Reproduce exactly, from the line containing "ring dip: (1121, 745)", every line down to the end of the data below.
=== INPUT DATA ===
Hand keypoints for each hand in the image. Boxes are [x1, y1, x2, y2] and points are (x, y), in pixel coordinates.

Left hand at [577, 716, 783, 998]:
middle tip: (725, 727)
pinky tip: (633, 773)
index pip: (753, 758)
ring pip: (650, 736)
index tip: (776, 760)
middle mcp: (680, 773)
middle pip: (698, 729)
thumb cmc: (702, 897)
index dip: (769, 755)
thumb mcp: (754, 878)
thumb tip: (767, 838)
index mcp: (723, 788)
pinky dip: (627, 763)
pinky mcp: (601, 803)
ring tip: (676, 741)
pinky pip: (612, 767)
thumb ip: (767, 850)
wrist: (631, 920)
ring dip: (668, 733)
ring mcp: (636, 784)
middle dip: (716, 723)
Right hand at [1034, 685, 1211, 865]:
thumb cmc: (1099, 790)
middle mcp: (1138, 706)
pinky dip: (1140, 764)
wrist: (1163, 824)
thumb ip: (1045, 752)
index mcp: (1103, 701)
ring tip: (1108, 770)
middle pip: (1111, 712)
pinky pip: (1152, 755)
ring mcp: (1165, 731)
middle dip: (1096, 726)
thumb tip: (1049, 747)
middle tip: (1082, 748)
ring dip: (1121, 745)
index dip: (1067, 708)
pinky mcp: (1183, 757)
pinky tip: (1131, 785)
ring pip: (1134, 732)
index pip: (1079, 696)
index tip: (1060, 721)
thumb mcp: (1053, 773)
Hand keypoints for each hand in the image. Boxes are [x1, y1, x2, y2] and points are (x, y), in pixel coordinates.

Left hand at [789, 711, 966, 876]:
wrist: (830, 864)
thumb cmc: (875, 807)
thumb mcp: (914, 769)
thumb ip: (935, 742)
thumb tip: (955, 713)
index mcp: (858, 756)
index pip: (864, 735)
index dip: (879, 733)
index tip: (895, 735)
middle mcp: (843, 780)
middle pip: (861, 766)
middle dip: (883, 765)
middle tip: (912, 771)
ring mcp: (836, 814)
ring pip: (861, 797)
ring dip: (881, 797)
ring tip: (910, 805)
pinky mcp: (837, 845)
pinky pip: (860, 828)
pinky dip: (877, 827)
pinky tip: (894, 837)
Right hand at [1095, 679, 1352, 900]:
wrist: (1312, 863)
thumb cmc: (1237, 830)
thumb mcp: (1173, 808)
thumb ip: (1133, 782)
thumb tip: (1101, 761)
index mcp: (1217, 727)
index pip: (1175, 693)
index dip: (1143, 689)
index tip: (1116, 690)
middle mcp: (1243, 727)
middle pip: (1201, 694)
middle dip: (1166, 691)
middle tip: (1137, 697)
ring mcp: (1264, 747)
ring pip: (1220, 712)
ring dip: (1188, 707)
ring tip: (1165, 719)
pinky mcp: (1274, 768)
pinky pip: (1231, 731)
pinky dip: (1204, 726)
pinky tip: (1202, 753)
===
◆ **OUTPUT**:
ring dip: (1121, 745)
index dip: (1067, 708)
pinky mcp: (1183, 757)
pinky tip: (1131, 785)
ring pip: (1134, 732)
index pip: (1079, 696)
index tip: (1060, 721)
thumb mcp: (1053, 773)
Hand keypoints for each hand in the image. Boxes are [x1, y1, x2, y2] and points are (x, y), in pixel coordinates.

Left hand at [789, 711, 966, 876]:
wrist: (830, 864)
thumb cmc: (875, 807)
thumb mcp: (914, 769)
thumb ip: (935, 742)
thumb tip: (955, 713)
index mcp: (858, 756)
index pip: (864, 735)
index dip: (879, 733)
index tip: (895, 735)
middle mcp: (843, 780)
middle pip: (861, 766)
middle dip: (883, 765)
middle tip: (912, 771)
ring mcp: (836, 814)
ring pip: (861, 797)
ring dip: (881, 797)
ring tip: (910, 805)
pinky mcp: (837, 845)
pinky pip: (860, 828)
pinky dip: (877, 827)
pinky tip: (894, 837)
Right hand at [1095, 679, 1352, 900]:
wrist: (1312, 863)
thumb cmc: (1237, 830)
thumb mcp: (1173, 808)
thumb ip: (1133, 782)
thumb tip: (1101, 761)
index mcp: (1217, 727)
index pip: (1175, 693)
index dip: (1143, 689)
index tip: (1116, 690)
middle mcp: (1243, 727)
middle pip: (1201, 694)
middle dip: (1166, 691)
middle tip: (1137, 697)
ring mcp: (1264, 747)
ring pip: (1220, 712)
ring dip: (1188, 707)
ring tip: (1165, 719)
pinky mcp: (1274, 768)
pinky pip: (1231, 731)
pinky dip: (1204, 726)
pinky tip: (1202, 753)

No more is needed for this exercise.